Natural CO2-rich springs emanate along an 80 km long North-South trending Fault in Eastern, South Africa. The geological units that outcrops along the Fault are the Dwyka Group rocks that are made up of mainly tillites and subordinate sandstone, shales and conglomerates. Hydrogeological, hydrochemical and environmental isotopes (δ2H, δ18O, 3H, δ13C and 14C) were used to characterise deep and shallow circulating groundwater along the fault. Groundwater and surface water samples at both CO2 emission and CO2 free streams, springs and boreholes around the Fault zone were collected and analyzed. Onsite physicochemical parameters including electrical conductivity (EC), total dissolved solids (TDS), pH, Temperature, DO, Eh, ORP, total alkalinity, CO32-, HCO3- at various surface and groundwater points were measured onsite.
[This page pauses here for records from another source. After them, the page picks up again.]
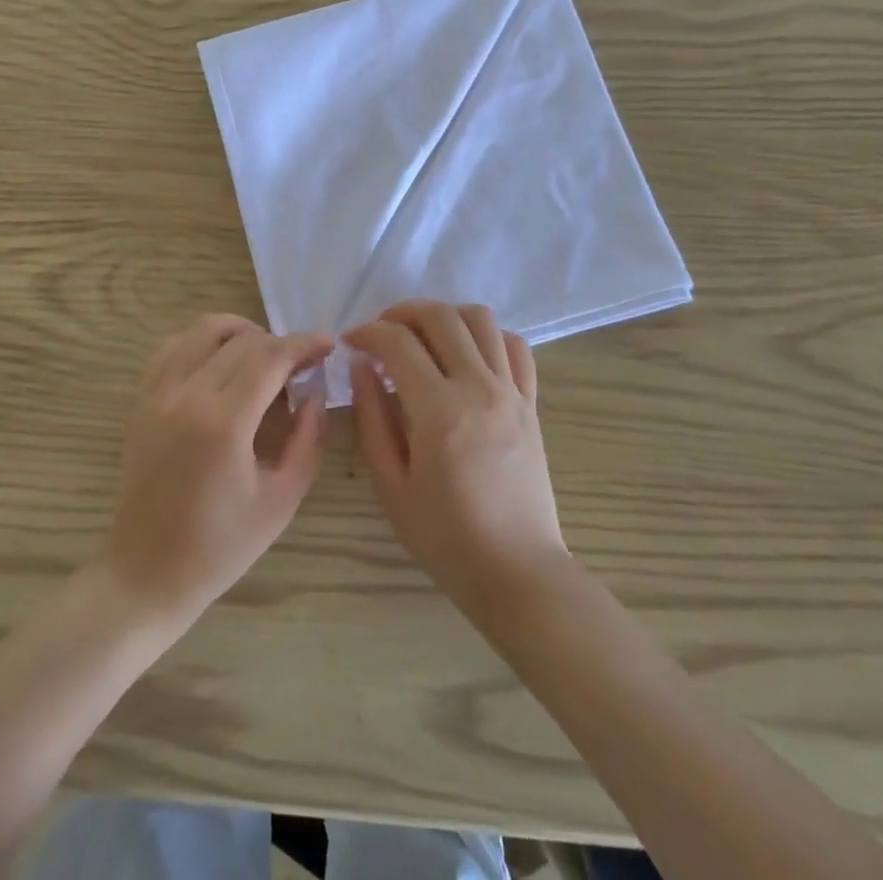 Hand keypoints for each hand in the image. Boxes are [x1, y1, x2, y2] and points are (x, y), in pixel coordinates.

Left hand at [103, 315, 328, 627]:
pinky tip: (220, 364)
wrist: (148, 572)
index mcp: (224, 423)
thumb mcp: (282, 499)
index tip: (328, 345)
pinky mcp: (141, 400)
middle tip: (302, 366)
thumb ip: (308, 438)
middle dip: (280, 343)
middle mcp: (187, 395)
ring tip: (264, 358)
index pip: (271, 357)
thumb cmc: (221, 546)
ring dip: (242, 333)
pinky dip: (202, 342)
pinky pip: (173, 347)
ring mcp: (158, 393)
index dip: (304, 344)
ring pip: (204, 330)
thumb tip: (316, 391)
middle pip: (243, 340)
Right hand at [347, 301, 570, 620]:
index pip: (397, 343)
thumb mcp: (391, 486)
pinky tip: (467, 355)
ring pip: (481, 319)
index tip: (351, 343)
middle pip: (440, 316)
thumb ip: (372, 419)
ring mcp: (511, 391)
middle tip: (381, 332)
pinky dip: (488, 336)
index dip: (367, 333)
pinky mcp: (531, 402)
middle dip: (401, 312)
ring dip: (445, 316)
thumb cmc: (445, 537)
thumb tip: (363, 367)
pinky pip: (515, 347)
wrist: (517, 571)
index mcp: (439, 411)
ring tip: (423, 337)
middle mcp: (479, 388)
The results indicate that all deep circulating travertine cone springs along the fault zone are characterized by high salinity (EC > 6000 µS/cm), Na-Ca-Mg-HCO3 water type, depleted heavy stable isotopic signal with > 30‰ d-excess values, detectable tritium and dead 14C values. The δ18O versus δ2H stable isotope plot of the travertine cone springs shows a major negative shift from the meteoric water lines with δ18O and δ2H values ranging from -7.78 to -6.52 ‰ and -21.5 to -17.9 ‰, respectively. While, the shallow circulating groundwater and river samples show freshwater, Ca-Na-Mg-HCO3 water type, stable isotopic composition that reflect local and modern precipitation and < 18 d-excess values. These observations indicate that the reservoir and source of recharge for the deep circulating groundwater are different from the shallow groundwater and surface water.
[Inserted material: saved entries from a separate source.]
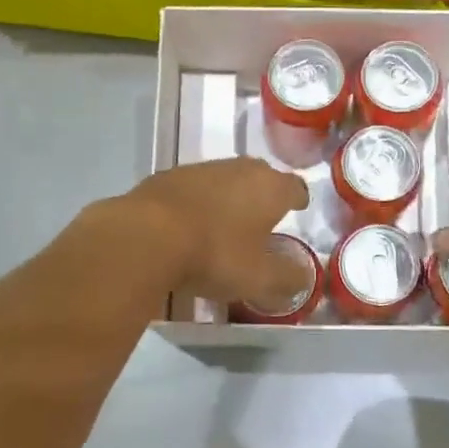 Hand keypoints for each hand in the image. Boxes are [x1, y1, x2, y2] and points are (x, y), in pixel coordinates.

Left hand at [115, 158, 311, 307]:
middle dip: (264, 194)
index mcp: (269, 187)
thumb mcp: (260, 278)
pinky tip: (189, 225)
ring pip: (224, 180)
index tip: (298, 207)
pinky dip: (197, 203)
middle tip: (263, 216)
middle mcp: (238, 169)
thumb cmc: (215, 254)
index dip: (298, 199)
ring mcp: (199, 170)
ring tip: (225, 223)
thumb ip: (287, 278)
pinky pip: (192, 190)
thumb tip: (302, 277)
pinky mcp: (166, 178)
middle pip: (259, 176)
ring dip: (228, 197)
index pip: (294, 187)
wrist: (145, 237)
A conceptual hydrogeological including inverse hydrogeochemical model is proposed to explain the deep circulation of groundwater and generation of CO2 along the fault zone and formation of travertine springs. The hydrogeochemical inverse model indicates that the major geochemical processes that are responsible for the observed hydrochemistry are the dissolution of calcite, dolomite, Pyrite, Goethite, K-feldspars, fluorite, albite and sylvite and the formation of calcite, amorphous silica, iron hydroxide, iron carbonates, kaolinite and CO2 gas. The inverse modelling results are supported by calculation of saturation indices (SI) for various mineral phases. The precipitation of calcite, amorphous silica and iron carbonates were validated by XRF, XRD and thin section analyses results of samples taken from the travertine cones.
Key Words/Phrases: CO2-rich springs, deep and shallow groundwater, Environmental isotopes, Hydrogeochemical characterization, eastern South Africa.